▶ **Problem details**: Report every line below that holds the word "Green".

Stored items

______

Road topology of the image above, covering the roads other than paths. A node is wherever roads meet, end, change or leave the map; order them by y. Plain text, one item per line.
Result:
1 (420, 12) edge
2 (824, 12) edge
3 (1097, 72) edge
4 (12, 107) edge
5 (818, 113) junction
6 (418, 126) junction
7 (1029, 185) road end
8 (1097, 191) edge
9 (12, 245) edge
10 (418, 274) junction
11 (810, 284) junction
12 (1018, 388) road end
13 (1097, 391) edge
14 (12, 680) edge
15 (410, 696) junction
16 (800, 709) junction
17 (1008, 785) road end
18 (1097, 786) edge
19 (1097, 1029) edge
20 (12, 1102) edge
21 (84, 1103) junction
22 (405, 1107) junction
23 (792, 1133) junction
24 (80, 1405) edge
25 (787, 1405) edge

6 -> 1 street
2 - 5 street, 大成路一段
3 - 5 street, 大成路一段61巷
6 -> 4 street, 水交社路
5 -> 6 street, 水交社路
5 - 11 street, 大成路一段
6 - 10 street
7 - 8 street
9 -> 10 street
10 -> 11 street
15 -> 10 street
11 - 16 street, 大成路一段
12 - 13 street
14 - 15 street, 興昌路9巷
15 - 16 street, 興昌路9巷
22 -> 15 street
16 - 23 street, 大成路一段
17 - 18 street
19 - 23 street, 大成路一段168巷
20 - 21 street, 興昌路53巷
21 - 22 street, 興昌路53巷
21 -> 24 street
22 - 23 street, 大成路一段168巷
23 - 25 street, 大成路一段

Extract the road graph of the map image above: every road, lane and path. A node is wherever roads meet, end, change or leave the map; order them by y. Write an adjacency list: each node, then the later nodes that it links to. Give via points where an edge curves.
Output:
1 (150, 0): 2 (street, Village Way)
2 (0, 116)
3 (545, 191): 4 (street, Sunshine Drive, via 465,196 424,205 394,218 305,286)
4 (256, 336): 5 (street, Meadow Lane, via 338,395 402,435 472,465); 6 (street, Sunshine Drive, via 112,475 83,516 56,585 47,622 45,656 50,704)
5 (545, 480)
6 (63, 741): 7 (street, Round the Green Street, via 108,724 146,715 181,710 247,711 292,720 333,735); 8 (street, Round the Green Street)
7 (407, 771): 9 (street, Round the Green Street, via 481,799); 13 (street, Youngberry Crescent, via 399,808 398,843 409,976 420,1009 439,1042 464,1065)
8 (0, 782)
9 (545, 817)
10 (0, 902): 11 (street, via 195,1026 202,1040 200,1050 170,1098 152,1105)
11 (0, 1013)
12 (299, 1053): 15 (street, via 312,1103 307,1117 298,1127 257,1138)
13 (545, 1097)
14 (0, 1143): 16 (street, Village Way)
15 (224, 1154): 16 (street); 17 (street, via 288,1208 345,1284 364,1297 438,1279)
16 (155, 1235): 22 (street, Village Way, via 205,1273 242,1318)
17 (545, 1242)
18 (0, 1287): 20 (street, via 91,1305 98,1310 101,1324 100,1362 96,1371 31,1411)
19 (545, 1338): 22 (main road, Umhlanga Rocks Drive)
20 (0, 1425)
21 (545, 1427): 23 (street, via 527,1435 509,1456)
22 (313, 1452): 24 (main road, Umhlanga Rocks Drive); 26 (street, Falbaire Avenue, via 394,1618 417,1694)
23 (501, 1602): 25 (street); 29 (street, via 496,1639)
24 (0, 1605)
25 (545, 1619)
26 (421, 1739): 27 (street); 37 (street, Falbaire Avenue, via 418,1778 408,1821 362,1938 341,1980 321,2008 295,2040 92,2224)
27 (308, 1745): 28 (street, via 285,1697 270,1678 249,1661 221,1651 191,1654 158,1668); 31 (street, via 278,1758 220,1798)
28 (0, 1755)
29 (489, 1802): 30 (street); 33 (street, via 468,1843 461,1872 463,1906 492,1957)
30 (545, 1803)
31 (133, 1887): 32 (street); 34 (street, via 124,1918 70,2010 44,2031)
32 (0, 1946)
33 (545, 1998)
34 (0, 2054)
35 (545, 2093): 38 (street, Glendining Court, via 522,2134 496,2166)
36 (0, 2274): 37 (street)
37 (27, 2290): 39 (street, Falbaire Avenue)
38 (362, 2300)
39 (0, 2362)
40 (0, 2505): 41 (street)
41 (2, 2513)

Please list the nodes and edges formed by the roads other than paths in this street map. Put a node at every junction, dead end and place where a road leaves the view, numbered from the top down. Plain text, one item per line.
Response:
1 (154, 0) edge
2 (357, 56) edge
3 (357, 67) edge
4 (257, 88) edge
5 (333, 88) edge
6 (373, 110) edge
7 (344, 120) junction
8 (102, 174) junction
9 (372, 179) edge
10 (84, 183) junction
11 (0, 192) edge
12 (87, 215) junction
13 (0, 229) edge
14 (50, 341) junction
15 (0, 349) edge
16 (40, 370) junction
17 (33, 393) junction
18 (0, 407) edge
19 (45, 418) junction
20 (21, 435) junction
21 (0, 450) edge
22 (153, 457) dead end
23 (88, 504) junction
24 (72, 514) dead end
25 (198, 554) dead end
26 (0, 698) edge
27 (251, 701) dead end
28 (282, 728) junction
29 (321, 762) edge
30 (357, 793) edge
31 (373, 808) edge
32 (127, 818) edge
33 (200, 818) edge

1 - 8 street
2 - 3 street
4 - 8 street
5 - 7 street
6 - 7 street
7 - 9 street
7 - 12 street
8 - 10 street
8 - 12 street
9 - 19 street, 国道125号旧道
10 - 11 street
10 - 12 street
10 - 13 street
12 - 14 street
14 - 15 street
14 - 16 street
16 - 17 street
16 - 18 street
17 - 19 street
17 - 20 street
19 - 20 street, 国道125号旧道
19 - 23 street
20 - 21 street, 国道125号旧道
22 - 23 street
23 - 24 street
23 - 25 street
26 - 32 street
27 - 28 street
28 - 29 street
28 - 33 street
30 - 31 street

______

▶ **Result of this task**:
6 (63, 741): 7 (street, Round the Green Street, via 108,724 146,715 181,710 247,711 292,720 333,735); 8 (street, Round the Green Street)
7 (407, 771): 9 (street, Round the Green Street, via 481,799); 13 (street, Youngberry Crescent, via 399,808 398,843 409,976 420,1009 439,1042 464,1065)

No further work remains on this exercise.